Equinor ASA and its partners are considering tying back two recent Barents Sea discoveries to the Johan Castberg production unit.
The field development concept brings production from a number of subsea wells to the Johan Castberg FPSO. While the field was originally discovered in 2011, Equinor had to re-think the design plans and subsequently didn’t submit a plan of development and operation to Norwegian officials until 2017. Several more discoveries have been made in the production license since.
Equinor announced the Skavl Stø oil and gas discovery on June 9 and the Snøfonn North discovery the previous month.
The Transocean Enabler drilled the Skavl Stø well on the Johan Castberg Field. Skavl Stø is the 13th exploration well in the Castberg license.
Equinor estimates the latest discovery in production license 532 at between 5 MMboe and 10 MMboe. Estimates at the Snøfonn North discovery are between 37 million and 50 million barrels.
“The [Skavl Stø] discovery and information will be viewed in the light of other discoveries in the area, and together with our partners we will consider further development of the area,” Kristin Westvik, Equinor senior vice president for exploration and production north, said in a news release.
Milestone Fact Box
|June 2018||Norwegian Parliament approves Johan Castberg plan for development and operation|
|April 2022||Johan Castberg FPSO arrives in Norway|
|May 2022||Snøfonn Nord discovery|
|June 2022||Skavl Stø discovery|
|2024||Johan Castberg slated to begin production|
Westvik said the Snøfonn North discovery—which was the 10th discovery and the 12th exploration well to be drilled in PL 532—could “add valuable volumes to the installation in the future.”
In March 2019, Equinor said the Isflak exploration well in the license held an estimated 31 million to 50 million barrels of recoverable oil. The well was permanently plugged and abandoned.

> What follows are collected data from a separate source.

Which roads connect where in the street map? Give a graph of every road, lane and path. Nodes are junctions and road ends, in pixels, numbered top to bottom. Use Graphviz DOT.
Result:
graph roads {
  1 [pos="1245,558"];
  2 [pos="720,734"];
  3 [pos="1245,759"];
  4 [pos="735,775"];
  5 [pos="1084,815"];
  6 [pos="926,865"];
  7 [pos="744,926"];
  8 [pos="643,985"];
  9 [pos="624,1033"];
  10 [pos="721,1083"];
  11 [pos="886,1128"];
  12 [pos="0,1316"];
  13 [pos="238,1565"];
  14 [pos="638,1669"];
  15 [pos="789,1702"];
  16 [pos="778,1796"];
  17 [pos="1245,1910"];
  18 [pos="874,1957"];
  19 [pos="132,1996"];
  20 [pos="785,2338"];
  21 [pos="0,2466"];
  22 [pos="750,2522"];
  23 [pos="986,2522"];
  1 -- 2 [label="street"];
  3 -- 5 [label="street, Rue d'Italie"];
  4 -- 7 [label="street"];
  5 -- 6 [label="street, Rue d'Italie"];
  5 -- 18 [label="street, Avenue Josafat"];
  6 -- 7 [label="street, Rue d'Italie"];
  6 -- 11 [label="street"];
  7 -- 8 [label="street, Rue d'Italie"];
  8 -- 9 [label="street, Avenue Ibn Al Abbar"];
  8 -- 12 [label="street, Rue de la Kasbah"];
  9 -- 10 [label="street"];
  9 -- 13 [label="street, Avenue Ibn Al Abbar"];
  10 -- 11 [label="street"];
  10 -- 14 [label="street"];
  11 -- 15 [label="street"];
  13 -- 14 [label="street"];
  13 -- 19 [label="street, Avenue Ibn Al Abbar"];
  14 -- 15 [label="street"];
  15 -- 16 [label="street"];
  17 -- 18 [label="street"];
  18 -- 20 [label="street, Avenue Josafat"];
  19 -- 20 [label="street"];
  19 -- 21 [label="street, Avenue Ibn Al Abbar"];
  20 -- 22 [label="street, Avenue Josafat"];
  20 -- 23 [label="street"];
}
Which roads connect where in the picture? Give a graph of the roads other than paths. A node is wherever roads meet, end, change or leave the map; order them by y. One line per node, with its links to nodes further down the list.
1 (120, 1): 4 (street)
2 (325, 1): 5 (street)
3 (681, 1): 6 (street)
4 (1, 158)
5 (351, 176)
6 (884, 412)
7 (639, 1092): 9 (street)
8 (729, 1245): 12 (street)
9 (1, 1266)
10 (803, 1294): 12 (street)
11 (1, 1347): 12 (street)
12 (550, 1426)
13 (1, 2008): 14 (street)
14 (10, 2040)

In October 2018, Equinor announced the Skruis exploration well had a confirmed recoverable volume of 12 million to 25 million barrels. At the time of that discovery, Equinor said it would consider tying the find into the FPSO after full capacity tapered off.
“Through the Johan Castberg field development we open a new oil province in the Barents Sea, enabling us to tie in this type of small discoveries that will be highly attractive when the infrastructure is in place,” Knut Gjertsen, project director for the Johan Castberg development, said at the time.
The field’s recoverable volumes are estimated at between 450 MMboe and 650 MMboe.
When Equinor submitted its PDO for Johan Castberg, it said the project was “the biggest offshore oil and gas development to be given the go-ahead in 2017.”
The development journey has presented some challenges.
In 2017, Margareth Øvrum, Statoil’s executive vice president for Technology, Projects and Drilling, said the project as originally envisioned was not commercially viable “due to high capital expenditures of more than NOK 100 billion and a break-even oil price of more than USD 80 per barrel.”
The NOK 49 billion budget for the revised plan featuring the FPSO and subsea wells will be profitable at oil prices of less than $35/bbl, Øvrum said.
In April, the Johan Castberg FPSO arrived in Norway, where it anchored at Aker Solutions’ quay on Stord. There, the turret and process modules will be installed during the spring and summer. Following connection, everything will be commissioned and tested.
The Johan Castberg FPSO is designed for 190,000 bbl/d of production and a life of 30 years. Kværner had the contract for the topsides, while Sembcorp Marine delivered the hull. SBM Offshore won the mooring contract.
The FPSO will serve 18 production and 12 injection wells. The 30 subsea wells will be distributed on 10 templates and two satellite structures. Aker Solutions won the subsea templates contract.
Production License 532 At-a-glance
|Location:||Barents Sea blocks 7219/9 and 7220/4,5,7|
|Water depth:||360-390 m|
|Estimated cost:||NOK 49 billion|
|Production unit:||Johan Casterberg FPSO|
|Design life:||30 years|
|Field plan:||18 horizontal production wells and 12 injection wells on 10 templates and 2 satellite structures|
|Recoverable volumes:||Estimated at 450 mmboe-650 mmboe|
|Reservoir:||Deposits from Late Triassic to Middle Jurassic age in the Tubåen, Nordmela and Stø Formations at depths of 1,350 to 1,900 m|
|Partners:||Vår Energi (30%) and Petoro (20%)|
Equinor will use permanent reservoir monitoring to improve recovery from the field. Alcatel Submarine Networks won the permanent reservoir monitoring contract and Nexans Norway AS was tapped to deliver more than 200 km of subsea cable. More than 3,700 sensors on the seabed will provide information about the reservoir before and during production, according to Equinor.
At the time, Benedicte Nordang, subsea manager for Johan Castberg, said the information will increase the well placement precision and help control production and injection.